# ASSIGNED TASK
Restate the records in full, so that each line matches the original exactly.

====================

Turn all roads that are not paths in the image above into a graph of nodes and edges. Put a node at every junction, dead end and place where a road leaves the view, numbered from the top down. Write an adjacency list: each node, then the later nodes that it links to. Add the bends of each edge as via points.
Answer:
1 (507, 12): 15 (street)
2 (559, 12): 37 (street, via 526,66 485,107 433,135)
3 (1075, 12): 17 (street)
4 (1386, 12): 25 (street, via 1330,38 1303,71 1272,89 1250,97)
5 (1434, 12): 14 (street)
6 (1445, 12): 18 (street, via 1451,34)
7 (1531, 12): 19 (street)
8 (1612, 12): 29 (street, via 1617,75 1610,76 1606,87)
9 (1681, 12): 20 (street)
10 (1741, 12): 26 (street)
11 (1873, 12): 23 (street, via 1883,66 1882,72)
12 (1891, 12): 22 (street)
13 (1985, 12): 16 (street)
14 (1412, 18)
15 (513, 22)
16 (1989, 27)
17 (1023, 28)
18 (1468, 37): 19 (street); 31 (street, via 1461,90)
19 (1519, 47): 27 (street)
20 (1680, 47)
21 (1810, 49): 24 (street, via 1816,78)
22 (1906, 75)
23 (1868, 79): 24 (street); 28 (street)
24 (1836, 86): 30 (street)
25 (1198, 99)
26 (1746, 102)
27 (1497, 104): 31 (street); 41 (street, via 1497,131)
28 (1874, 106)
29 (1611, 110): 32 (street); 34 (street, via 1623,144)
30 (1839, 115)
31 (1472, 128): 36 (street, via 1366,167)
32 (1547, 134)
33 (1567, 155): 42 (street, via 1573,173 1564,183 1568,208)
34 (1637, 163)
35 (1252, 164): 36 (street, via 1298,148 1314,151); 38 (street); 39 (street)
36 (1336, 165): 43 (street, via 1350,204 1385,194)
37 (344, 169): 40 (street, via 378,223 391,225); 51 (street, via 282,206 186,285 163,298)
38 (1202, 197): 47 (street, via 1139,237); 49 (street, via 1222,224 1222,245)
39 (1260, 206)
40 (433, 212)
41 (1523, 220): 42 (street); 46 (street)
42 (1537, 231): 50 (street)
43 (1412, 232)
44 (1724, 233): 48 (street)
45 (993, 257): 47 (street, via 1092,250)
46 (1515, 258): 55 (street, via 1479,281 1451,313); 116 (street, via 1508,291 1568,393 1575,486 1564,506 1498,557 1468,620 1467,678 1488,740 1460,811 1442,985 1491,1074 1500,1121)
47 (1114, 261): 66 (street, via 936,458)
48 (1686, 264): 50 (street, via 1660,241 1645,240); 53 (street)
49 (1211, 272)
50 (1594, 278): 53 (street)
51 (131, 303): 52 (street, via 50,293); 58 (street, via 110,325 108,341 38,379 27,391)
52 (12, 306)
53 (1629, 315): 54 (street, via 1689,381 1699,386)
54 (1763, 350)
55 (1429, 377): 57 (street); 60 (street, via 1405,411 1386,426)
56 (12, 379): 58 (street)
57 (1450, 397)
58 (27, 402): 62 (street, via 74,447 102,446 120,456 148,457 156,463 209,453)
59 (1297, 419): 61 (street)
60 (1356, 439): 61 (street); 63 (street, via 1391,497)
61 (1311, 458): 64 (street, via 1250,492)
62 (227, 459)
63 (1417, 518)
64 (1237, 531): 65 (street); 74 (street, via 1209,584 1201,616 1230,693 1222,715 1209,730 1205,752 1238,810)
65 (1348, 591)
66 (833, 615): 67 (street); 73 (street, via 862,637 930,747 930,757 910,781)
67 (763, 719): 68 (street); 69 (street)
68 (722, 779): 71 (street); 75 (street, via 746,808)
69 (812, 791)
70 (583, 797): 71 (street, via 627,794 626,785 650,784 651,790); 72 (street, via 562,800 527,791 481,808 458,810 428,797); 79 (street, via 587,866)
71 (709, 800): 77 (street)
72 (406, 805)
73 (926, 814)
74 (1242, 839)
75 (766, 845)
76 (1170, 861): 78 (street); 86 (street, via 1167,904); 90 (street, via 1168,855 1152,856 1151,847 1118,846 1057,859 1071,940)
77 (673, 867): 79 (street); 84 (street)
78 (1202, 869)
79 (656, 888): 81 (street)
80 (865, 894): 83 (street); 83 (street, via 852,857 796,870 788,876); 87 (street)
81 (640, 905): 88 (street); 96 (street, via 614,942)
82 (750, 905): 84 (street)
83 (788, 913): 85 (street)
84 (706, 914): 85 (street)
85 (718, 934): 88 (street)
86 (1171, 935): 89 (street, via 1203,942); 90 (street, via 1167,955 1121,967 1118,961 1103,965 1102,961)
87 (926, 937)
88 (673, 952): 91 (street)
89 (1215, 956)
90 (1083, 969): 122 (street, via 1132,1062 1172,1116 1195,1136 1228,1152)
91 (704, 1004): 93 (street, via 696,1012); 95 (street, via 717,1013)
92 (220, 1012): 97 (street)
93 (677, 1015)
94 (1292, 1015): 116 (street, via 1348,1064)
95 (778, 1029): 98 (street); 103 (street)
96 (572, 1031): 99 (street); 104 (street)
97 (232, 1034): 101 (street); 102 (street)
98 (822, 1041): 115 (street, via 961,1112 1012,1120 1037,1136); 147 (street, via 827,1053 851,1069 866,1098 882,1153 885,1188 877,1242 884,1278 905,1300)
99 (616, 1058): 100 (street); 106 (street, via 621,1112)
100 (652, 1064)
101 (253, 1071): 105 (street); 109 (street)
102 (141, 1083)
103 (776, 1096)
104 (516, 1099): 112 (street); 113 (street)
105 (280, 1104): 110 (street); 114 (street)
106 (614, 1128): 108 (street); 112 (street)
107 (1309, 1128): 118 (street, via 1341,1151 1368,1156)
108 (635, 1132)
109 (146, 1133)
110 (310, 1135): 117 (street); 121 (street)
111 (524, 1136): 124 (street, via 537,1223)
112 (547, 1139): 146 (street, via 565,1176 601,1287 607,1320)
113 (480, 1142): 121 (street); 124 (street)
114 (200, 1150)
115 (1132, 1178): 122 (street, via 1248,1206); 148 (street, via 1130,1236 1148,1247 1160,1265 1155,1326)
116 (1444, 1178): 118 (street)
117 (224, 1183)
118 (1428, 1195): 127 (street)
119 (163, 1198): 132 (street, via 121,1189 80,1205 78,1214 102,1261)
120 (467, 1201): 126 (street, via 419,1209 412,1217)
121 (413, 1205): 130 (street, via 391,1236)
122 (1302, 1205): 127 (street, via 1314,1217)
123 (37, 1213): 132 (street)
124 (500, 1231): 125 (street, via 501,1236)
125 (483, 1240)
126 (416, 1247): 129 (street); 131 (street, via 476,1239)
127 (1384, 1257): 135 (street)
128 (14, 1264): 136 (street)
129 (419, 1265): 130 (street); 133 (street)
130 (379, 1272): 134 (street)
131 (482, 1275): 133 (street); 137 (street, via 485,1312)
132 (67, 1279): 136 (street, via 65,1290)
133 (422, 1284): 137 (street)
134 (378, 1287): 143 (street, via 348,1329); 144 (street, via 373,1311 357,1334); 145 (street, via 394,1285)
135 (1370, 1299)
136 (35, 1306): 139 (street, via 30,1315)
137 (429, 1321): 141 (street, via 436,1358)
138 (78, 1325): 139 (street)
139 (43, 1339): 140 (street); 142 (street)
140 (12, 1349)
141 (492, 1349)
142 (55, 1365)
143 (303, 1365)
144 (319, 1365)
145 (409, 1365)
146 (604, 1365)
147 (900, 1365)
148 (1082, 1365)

====================

# PROBLEM SOLUTION
Turn all roads that are not paths in the image above into a graph of nodes and edges. Put a node at every junction, dead end and place where a road leaves the view, numbered from the top down. Write an adjacency list: each node, then the later nodes that it links to. Add the bends of each edge as via points.
Answer:
1 (507, 12): 15 (street)
2 (559, 12): 37 (street, via 526,66 485,107 433,135)
3 (1075, 12): 17 (street)
4 (1386, 12): 25 (street, via 1330,38 1303,71 1272,89 1250,97)
5 (1434, 12): 14 (street)
6 (1445, 12): 18 (street, via 1451,34)
7 (1531, 12): 19 (street)
8 (1612, 12): 29 (street, via 1617,75 1610,76 1606,87)
9 (1681, 12): 20 (street)
10 (1741, 12): 26 (street)
11 (1873, 12): 23 (street, via 1883,66 1882,72)
12 (1891, 12): 22 (street)
13 (1985, 12): 16 (street)
14 (1412, 18)
15 (513, 22)
16 (1989, 27)
17 (1023, 28)
18 (1468, 37): 19 (street); 31 (street, via 1461,90)
19 (1519, 47): 27 (street)
20 (1680, 47)
21 (1810, 49): 24 (street, via 1816,78)
22 (1906, 75)
23 (1868, 79): 24 (street); 28 (street)
24 (1836, 86): 30 (street)
25 (1198, 99)
26 (1746, 102)
27 (1497, 104): 31 (street); 41 (street, via 1497,131)
28 (1874, 106)
29 (1611, 110): 32 (street); 34 (street, via 1623,144)
30 (1839, 115)
31 (1472, 128): 36 (street, via 1366,167)
32 (1547, 134)
33 (1567, 155): 42 (street, via 1573,173 1564,183 1568,208)
34 (1637, 163)
35 (1252, 164): 36 (street, via 1298,148 1314,151); 38 (street); 39 (street)
36 (1336, 165): 43 (street, via 1350,204 1385,194)
37 (344, 169): 40 (street, via 378,223 391,225); 51 (street, via 282,206 186,285 163,298)
38 (1202, 197): 47 (street, via 1139,237); 49 (street, via 1222,224 1222,245)
39 (1260, 206)
40 (433, 212)
41 (1523, 220): 42 (street); 46 (street)
42 (1537, 231): 50 (street)
43 (1412, 232)
44 (1724, 233): 48 (street)
45 (993, 257): 47 (street, via 1092,250)
46 (1515, 258): 55 (street, via 1479,281 1451,313); 116 (street, via 1508,291 1568,393 1575,486 1564,506 1498,557 1468,620 1467,678 1488,740 1460,811 1442,985 1491,1074 1500,1121)
47 (1114, 261): 66 (street, via 936,458)
48 (1686, 264): 50 (street, via 1660,241 1645,240); 53 (street)
49 (1211, 272)
50 (1594, 278): 53 (street)
51 (131, 303): 52 (street, via 50,293); 58 (street, via 110,325 108,341 38,379 27,391)
52 (12, 306)
53 (1629, 315): 54 (street, via 1689,381 1699,386)
54 (1763, 350)
55 (1429, 377): 57 (street); 60 (street, via 1405,411 1386,426)
56 (12, 379): 58 (street)
57 (1450, 397)
58 (27, 402): 62 (street, via 74,447 102,446 120,456 148,457 156,463 209,453)
59 (1297, 419): 61 (street)
60 (1356, 439): 61 (street); 63 (street, via 1391,497)
61 (1311, 458): 64 (street, via 1250,492)
62 (227, 459)
63 (1417, 518)
64 (1237, 531): 65 (street); 74 (street, via 1209,584 1201,616 1230,693 1222,715 1209,730 1205,752 1238,810)
65 (1348, 591)
66 (833, 615): 67 (street); 73 (street, via 862,637 930,747 930,757 910,781)
67 (763, 719): 68 (street); 69 (street)
68 (722, 779): 71 (street); 75 (street, via 746,808)
69 (812, 791)
70 (583, 797): 71 (street, via 627,794 626,785 650,784 651,790); 72 (street, via 562,800 527,791 481,808 458,810 428,797); 79 (street, via 587,866)
71 (709, 800): 77 (street)
72 (406, 805)
73 (926, 814)
74 (1242, 839)
75 (766, 845)
76 (1170, 861): 78 (street); 86 (street, via 1167,904); 90 (street, via 1168,855 1152,856 1151,847 1118,846 1057,859 1071,940)
77 (673, 867): 79 (street); 84 (street)
78 (1202, 869)
79 (656, 888): 81 (street)
80 (865, 894): 83 (street); 83 (street, via 852,857 796,870 788,876); 87 (street)
81 (640, 905): 88 (street); 96 (street, via 614,942)
82 (750, 905): 84 (street)
83 (788, 913): 85 (street)
84 (706, 914): 85 (street)
85 (718, 934): 88 (street)
86 (1171, 935): 89 (street, via 1203,942); 90 (street, via 1167,955 1121,967 1118,961 1103,965 1102,961)
87 (926, 937)
88 (673, 952): 91 (street)
89 (1215, 956)
90 (1083, 969): 122 (street, via 1132,1062 1172,1116 1195,1136 1228,1152)
91 (704, 1004): 93 (street, via 696,1012); 95 (street, via 717,1013)
92 (220, 1012): 97 (street)
93 (677, 1015)
94 (1292, 1015): 116 (street, via 1348,1064)
95 (778, 1029): 98 (street); 103 (street)
96 (572, 1031): 99 (street); 104 (street)
97 (232, 1034): 101 (street); 102 (street)
98 (822, 1041): 115 (street, via 961,1112 1012,1120 1037,1136); 147 (street, via 827,1053 851,1069 866,1098 882,1153 885,1188 877,1242 884,1278 905,1300)
99 (616, 1058): 100 (street); 106 (street, via 621,1112)
100 (652, 1064)
101 (253, 1071): 105 (street); 109 (street)
102 (141, 1083)
103 (776, 1096)
104 (516, 1099): 112 (street); 113 (street)
105 (280, 1104): 110 (street); 114 (street)
106 (614, 1128): 108 (street); 112 (street)
107 (1309, 1128): 118 (street, via 1341,1151 1368,1156)
108 (635, 1132)
109 (146, 1133)
110 (310, 1135): 117 (street); 121 (street)
111 (524, 1136): 124 (street, via 537,1223)
112 (547, 1139): 146 (street, via 565,1176 601,1287 607,1320)
113 (480, 1142): 121 (street); 124 (street)
114 (200, 1150)
115 (1132, 1178): 122 (street, via 1248,1206); 148 (street, via 1130,1236 1148,1247 1160,1265 1155,1326)
116 (1444, 1178): 118 (street)
117 (224, 1183)
118 (1428, 1195): 127 (street)
119 (163, 1198): 132 (street, via 121,1189 80,1205 78,1214 102,1261)
120 (467, 1201): 126 (street, via 419,1209 412,1217)
121 (413, 1205): 130 (street, via 391,1236)
122 (1302, 1205): 127 (street, via 1314,1217)
123 (37, 1213): 132 (street)
124 (500, 1231): 125 (street, via 501,1236)
125 (483, 1240)
126 (416, 1247): 129 (street); 131 (street, via 476,1239)
127 (1384, 1257): 135 (street)
128 (14, 1264): 136 (street)
129 (419, 1265): 130 (street); 133 (street)
130 (379, 1272): 134 (street)
131 (482, 1275): 133 (street); 137 (street, via 485,1312)
132 (67, 1279): 136 (street, via 65,1290)
133 (422, 1284): 137 (street)
134 (378, 1287): 143 (street, via 348,1329); 144 (street, via 373,1311 357,1334); 145 (street, via 394,1285)
135 (1370, 1299)
136 (35, 1306): 139 (street, via 30,1315)
137 (429, 1321): 141 (street, via 436,1358)
138 (78, 1325): 139 (street)
139 (43, 1339): 140 (street); 142 (street)
140 (12, 1349)
141 (492, 1349)
142 (55, 1365)
143 (303, 1365)
144 (319, 1365)
145 (409, 1365)
146 (604, 1365)
147 (900, 1365)
148 (1082, 1365)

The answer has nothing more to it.